*** Opening of Extracted entries ***

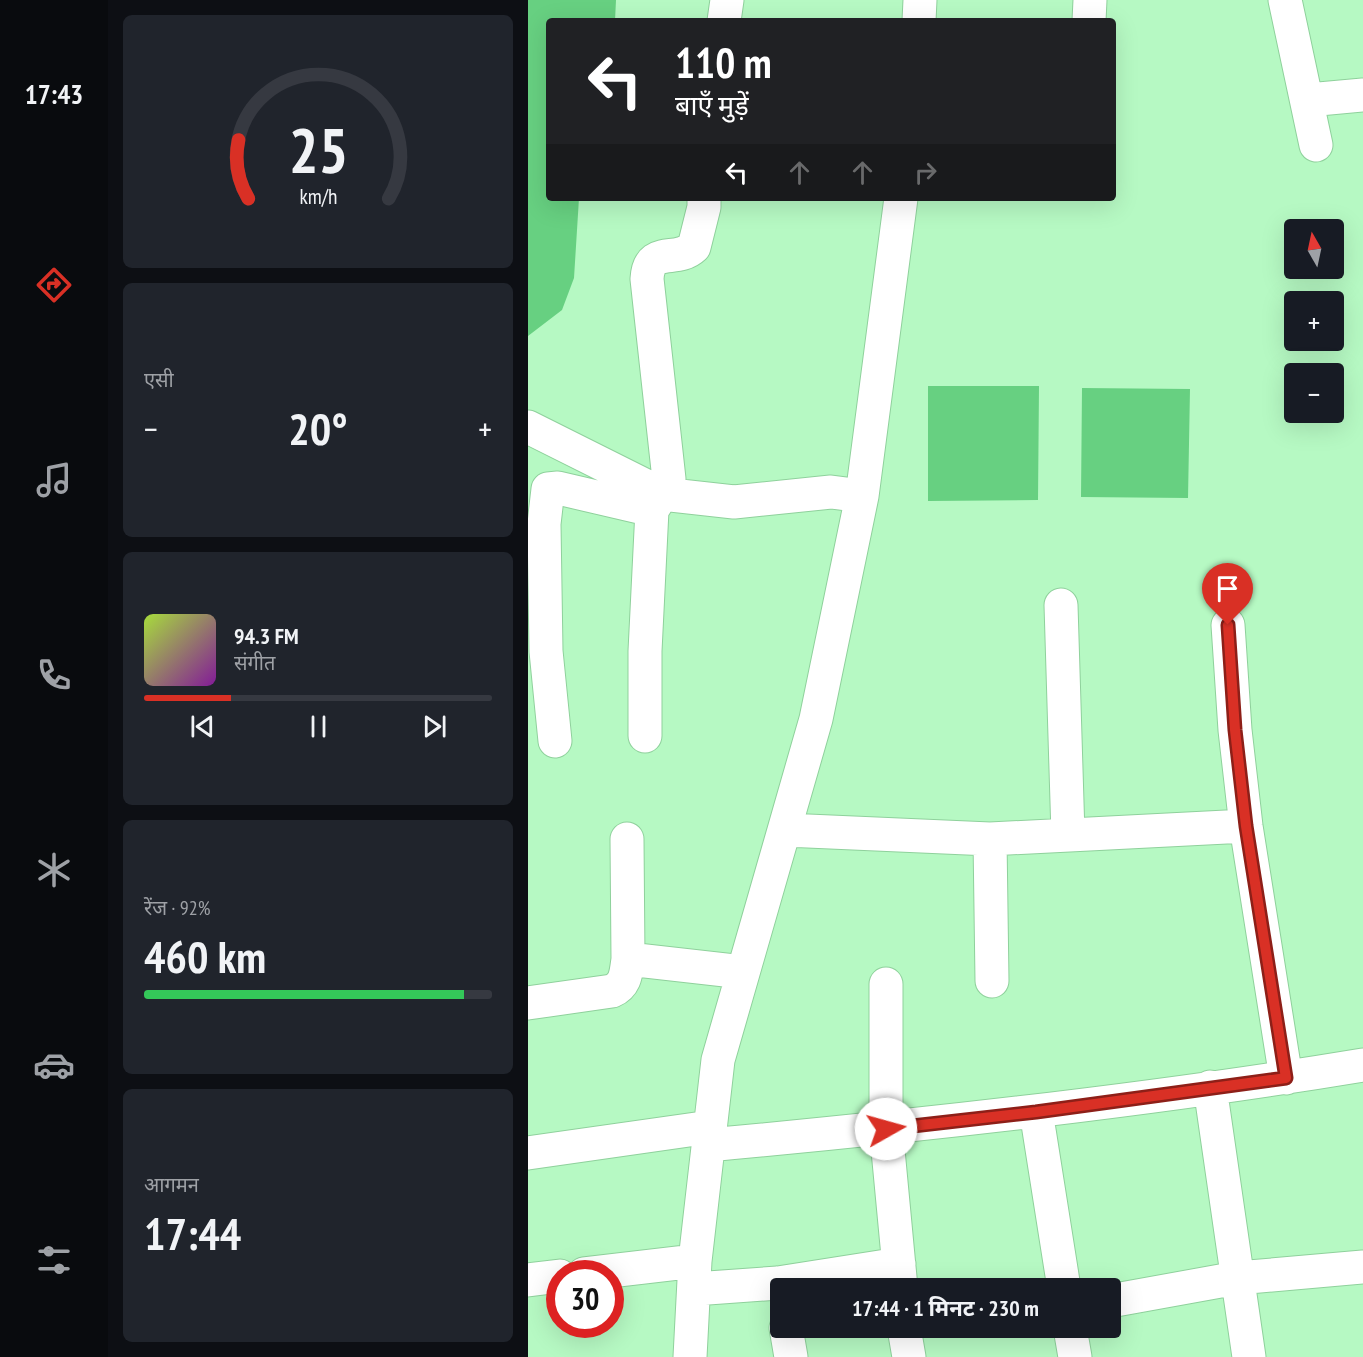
<!DOCTYPE html>
<html lang="hi">
<meta charset="utf-8">
<style>
:root{--surface:#171b24;--page:#20242c;--text:#f1f3f6;--muted:#9ea1a6;--line:#363941;--accent:#d93025}
body{margin:0;font-family:"PT Sans Narrow","Noto Sans Devanagari",sans-serif;background:var(--page);color:var(--text);height:100vh;display:flex;flex-direction:column;font-size:22px;white-space:nowrap}
*{box-sizing:border-box;margin:0}
p{font-size:20px;color:var(--muted)}
.icon{flex:none;width:33px;height:33px;fill:none;stroke:currentColor;stroke-width:2;stroke-linecap:round;stroke-linejoin:round}
.map{position:relative;flex:1;overflow:hidden}
.details{display:flex;flex-direction:column;gap:15px;padding:15px;background:#0d0f14;width:420px}
.details>*{flex:none}
.top-card{position:absolute;left:18px;top:18px;width:570px;height:183px;border-radius:6px;box-shadow:0 6px 24px #0002;background:#202124;color:#fff;overflow:hidden}
.needle{width:39px;rotate:351deg}
.buttons{position:absolute;left:756px;top:219px;display:grid;gap:12px}
.buttons a{display:grid;place-items:center;width:60px;height:60px;border-radius:6px;background:var(--surface);box-shadow:0 6px 24px #0002;font-size:30px}
.speed{position:absolute;left:18px;top:1260px;display:flex;gap:12px;font-size:30px;font-weight:700;text-align:center}
.speed>*{display:grid;place-content:center;width:78px;height:78px;border-radius:50%;background:var(--surface);box-shadow:0 6px 24px #0002;line-height:1}
.speed .limit{border:9px solid #d22;background:#fff;color:#111}
.pin{position:absolute;display:grid;place-items:center;width:51px;height:51px;color:#fff;margin:-62px -26px;border-radius:50% 50% 50% 0;rotate:-45deg;box-shadow:0 0 6px #0007}
.pin .icon{rotate:45deg}
.me{position:absolute;width:66px;margin:-33px;rotate:83deg;stroke-linejoin:round;filter:drop-shadow(0 0 4px #0008)}
.turn{display:flex;align-items:center;gap:21px;height:126px;padding:0 30px;font-size:27px}
.turn .icon{width:78px;height:78px;stroke-width:2.5}
.turn b{display:block;font-size:42px;line-height:51px}
.lanes{display:flex;align-items:center;height:57px;padding:0 30px;background:#0003;justify-content:center;gap:30px;direction:ltr}
.lanes .off{opacity:.35}
.big{font-size:45px;font-weight:700;line-height:1.1}
.details .widget{flex:1;display:flex;flex-direction:column;justify-content:center;gap:9px;min-width:0;padding:0 21px;border-radius:9px;background:var(--page)}
.details .dial{align-items:center;gap:0}
.dial svg{height:156px;overflow:visible;fill:none;stroke:var(--line);stroke-width:7;stroke-linecap:round;text-anchor:middle}
.dial text{fill:var(--text);stroke:none}
.song{display:flex;align-items:center;gap:18px}
.cover{width:72px;height:72px;border-radius:9px;background:linear-gradient(135deg,hsl(80 70% 55%),hsl(290 70% 35%))}
.played{height:6px;border-radius:3px;background:linear-gradient(90deg,var(--accent) 25%,var(--line) 25%)}
.keys{display:flex;justify-content:space-around;direction:ltr}
.heat{display:flex;justify-content:space-between;align-items:center;font-size:33px;direction:ltr}
.charge{height:9px;border-radius:4px;background:linear-gradient(90deg,#34c759 92%,var(--line) 0)}
.trip{position:absolute;left:242px;top:1278px;width:351px;height:60px;border-radius:6px;background:var(--surface);box-shadow:0 6px 24px #0002;font-weight:700;line-height:60px;text-align:center}
main{display:flex;flex:1;min-height:0}
.tab-bar{display:flex;flex-direction:column;width:108px;justify-content:space-around;align-items:center;background:#090b0e;color:var(--muted)}
.tab-bar .icon{width:42px;height:42px}
.tab-bar .active{color:var(--accent)}
.tab-bar b{font-size:27px;color:var(--text)}
.map>svg:first-child{display:block}
.water{fill:#67d081}
.lines{fill:none;stroke-linecap:round;stroke-linejoin:round}
.minor-casing{stroke:#8fd19c;stroke-width:35}
.minor{stroke:#fff;stroke-width:33}
.route-casing{stroke:#8d1f18;stroke-width:15}
.route{stroke:#d93025;stroke-width:10}
</style>
<main>
<nav class="tab-bar">
<b>17:43</b>
<svg class="icon active" aria-label="directions" viewBox="0 0 24 24"><path d="M12 3l9 9-9 9-9-9zM9 14v-3h6M13 9l2 2-2 2"/></svg>
<svg class="icon" aria-label="music" viewBox="0 0 24 24"><path d="M9 18V5l10-2v13"/><circle cx="6" cy="18" r="3"/><circle cx="16" cy="16" r="3"/></svg>
<svg class="icon" aria-label="phone" viewBox="0 0 24 24"><path d="M5 4h4l2 5-3 2q2 4 5 5l2-3 5 2v4C11 20 4 13 5 4z"/></svg>
<svg class="icon" aria-label="climate" viewBox="0 0 24 24"><path d="M12 3v18M4 7l16 10M4 17L20 7"/></svg>
<svg class="icon" aria-label="car" viewBox="0 0 24 24"><path d="M5 17H2v-5l4-1 3-4h7l3 4 3 1v5h-3M9 17h6M6 11h13"/><circle cx="7" cy="17" r="2"/><circle cx="17" cy="17" r="2"/></svg>
<svg class="icon" aria-label="filters" viewBox="0 0 24 24"><path d="M4 7h16M4 17h16"/><circle cx="9" cy="7" r="2"/><circle cx="15" cy="17" r="2"/></svg>
</nav>
<section class="details">
<div class="widget dial"><svg viewBox="0 0 100 80">
<path d="M14 69A42 42 0 1 1 86 69"/>
<path d="M14 69A42 42 0 0 1 9 39" stroke="#d93025"/>
<text x="50" y="56" font-size="32" font-weight="700">25</text>
<text x="50" y="72" font-size="11">km/h</text>
</svg></div>
<div class="widget"><p>एसी</p>
<div class="heat"><a>−</a><b class="big">20°</b><a>+</a></div>
</div>
<div class="widget">
<div class="song"><i class="cover"></i><div><b>94.3 FM</b><p>संगीत</p></div></div>
<div class="played"></div>
<div class="keys"><svg class="icon" aria-label="previous" viewBox="0 0 24 24"><path d="M18 5L8 12l10 7zM5 5v14"/></svg><svg class="icon" aria-label="pause" viewBox="0 0 24 24"><path d="M8 5v14M16 5v14"/></svg><svg class="icon" aria-label="next" viewBox="0 0 24 24"><path d="M6 5l10 7-10 7zM19 5v14"/></svg></div>
</div>
<div class="widget"><p>रेंज · 92%</p><b class="big">460 km</b><div class="charge"></div></div>
<div class="widget"><p>आगमन</p><b class="big">17:44</b></div>
</section>
<div class="map">
<svg width="835" height="1357" viewBox="0 0 835 1357">
<rect width="100%" height="100%" fill="#b6f9c3"/>
<path class="water" d="M 0,0 L 88,0 L 87,21 L 21,21 L 21,198 L 51,198 L 46,278 L 34,310 L 0,336 Z
M 400,386 L 511,386 L 510,500 L 400,501 Z
M 554,388 L 662,389 L 660,498 L 553,497 Z"/>
<g class="lines">
<g class="minor-casing">
<path id="minor" d="M 757,0 L 788,145
M 196,21 L 199,0
M 391,21 L 392,0
M 561,21 L 562,0
M 780,100 L 835,95
M 0,427 L 134,494 L 206,502 L 303,492 L 334,496
M 533,605 L 540,835
M 700,625 L 707,730 L 718,826 L 758,1078
M 117,736 L 117,651 L 124,510 L 139,487 L 141,479 L 119,279 C 121,244 148,264 166,247 L 176,207 L 176,198
M 27,741 L 18,651 L 16,524 L 20,489 L 30,488 L 124,510
M 257,830 L 462,839 L 718,826
M 462,839 L 464,981
M 100,959 L 215,972
M 358,984 L 358,1129 L 373,1288
M 0,1003 L 84,991 C 98,985 98,973 100,959 L 99,839
M 682,1087 L 721,1357
M 508,1111 L 536,1288
M 180,1145 C 399,1125 618,1101 835,1065
M 0,1153 L 182,1127
M 56,1274 L 167,1261
M 0,1280 L 32,1276
M 166,1289 L 250,1283 L 371,1264
M 582,1301 L 709,1278 L 835,1267
M 258,1328 L 263,1357
M 376,1328 L 381,1357
M 542,1328 L 547,1357
M 162,1357 L 167,1261 L 190,1060 L 288,719 L 334,496 L 373,198"/>
</g>
<use href="#minor" class="minor"/>
</g>
<g class="lines">
<g class="route-casing">
<path id="route" d="M 358,1129 L 508,1112 L 758,1078 L 718,826 L 707,730 L 700,625"/>
</g>
<use href="#route" class="route"/>
</g>
</svg>
<div class="buttons">
<a><svg class="needle" viewBox="-14 -14 28 28"><path d="M0-13l5 13h-10z" fill="#e53935"/><path d="M0 13l5-13h-10z" fill="#9ea1a6"/></svg></a>
<a>+</a>
<a>−</a>
</div>
<div class="speed"><div class="limit">30</div></div>
<div class="pin" style="left:700px;top:625px;background:#d93025"><svg class="icon" aria-label="arrive" viewBox="0 0 24 24"><path d="M6 21V4h12l-3 4 3 4H6"/></svg></div>
<svg class="me" style="left:358px;top:1129px" viewBox="-20 -20 40 40"><circle r="19" fill="#fff"/><path d="M0-13L10 11 0 6-10 11z" fill="#d93025"/></svg>
<div class="trip">17:44 · 1 मिनट · 230 m</div>
<div class="top-card">
<div class="turn"><svg class="icon" aria-label="left" viewBox="0 0 24 24"><path d="M17 20v-9H6M10 6l-5 5 5 5"/></svg><div><b>110 m</b>बाएँ मुड़ें</div></div>
<div class="lanes"><svg class="icon" aria-label="left" viewBox="0 0 24 24"><path d="M17 20v-9H6M10 6l-5 5 5 5"/></svg><svg class="icon off" aria-label="ahead" viewBox="0 0 24 24"><path d="M12 20V5M6 11l6-6 6 6"/></svg><svg class="icon off" aria-label="ahead" viewBox="0 0 24 24"><path d="M12 20V5M6 11l6-6 6 6"/></svg><svg class="icon off" aria-label="right" viewBox="0 0 24 24"><path d="M7 20v-9h11M14 6l5 5-5 5"/></svg></div>
</div>
</div>
</main>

*** Close of Extracted entries ***

● Task description
Return the lines from the line containing "M 180,1145 C 399,1125 618,1101 835,1065" to the end of the entries above, exactly as they appear and with no other output.

● Result
M 180,1145 C 399,1125 618,1101 835,1065
M 0,1153 L 182,1127
M 56,1274 L 167,1261
M 0,1280 L 32,1276
M 166,1289 L 250,1283 L 371,1264
M 582,1301 L 709,1278 L 835,1267
M 258,1328 L 263,1357
M 376,1328 L 381,1357
M 542,1328 L 547,1357
M 162,1357 L 167,1261 L 190,1060 L 288,719 L 334,496 L 373,198"/>
</g>
<use href="#minor" class="minor"/>
</g>
<g class="lines">
<g class="route-casing">
<path id="route" d="M 358,1129 L 508,1112 L 758,1078 L 718,826 L 707,730 L 700,625"/>
</g>
<use href="#route" class="route"/>
</g>
</svg>
<div class="buttons">
<a><svg class="needle" viewBox="-14 -14 28 28"><path d="M0-13l5 13h-10z" fill="#e53935"/><path d="M0 13l5-13h-10z" fill="#9ea1a6"/></svg></a>
<a>+</a>
<a>−</a>
</div>
<div class="speed"><div class="limit">30</div></div>
<div class="pin" style="left:700px;top:625px;background:#d93025"><svg class="icon" aria-label="arrive" viewBox="0 0 24 24"><path d="M6 21V4h12l-3 4 3 4H6"/></svg></div>
<svg class="me" style="left:358px;top:1129px" viewBox="-20 -20 40 40"><circle r="19" fill="#fff"/><path d="M0-13L10 11 0 6-10 11z" fill="#d93025"/></svg>
<div class="trip">17:44 · 1 मिनट · 230 m</div>
<div class="top-card">
<div class="turn"><svg class="icon" aria-label="left" viewBox="0 0 24 24"><path d="M17 20v-9H6M10 6l-5 5 5 5"/></svg><div><b>110 m</b>बाएँ मुड़ें</div></div>
<div class="lanes"><svg class="icon" aria-label="left" viewBox="0 0 24 24"><path d="M17 20v-9H6M10 6l-5 5 5 5"/></svg><svg class="icon off" aria-label="ahead" viewBox="0 0 24 24"><path d="M12 20V5M6 11l6-6 6 6"/></svg><svg class="icon off" aria-label="ahead" viewBox="0 0 24 24"><path d="M12 20V5M6 11l6-6 6 6"/></svg><svg class="icon off" aria-label="right" viewBox="0 0 24 24"><path d="M7 20v-9h11M14 6l5 5-5 5"/></svg></div>
</div>
</div>
</main>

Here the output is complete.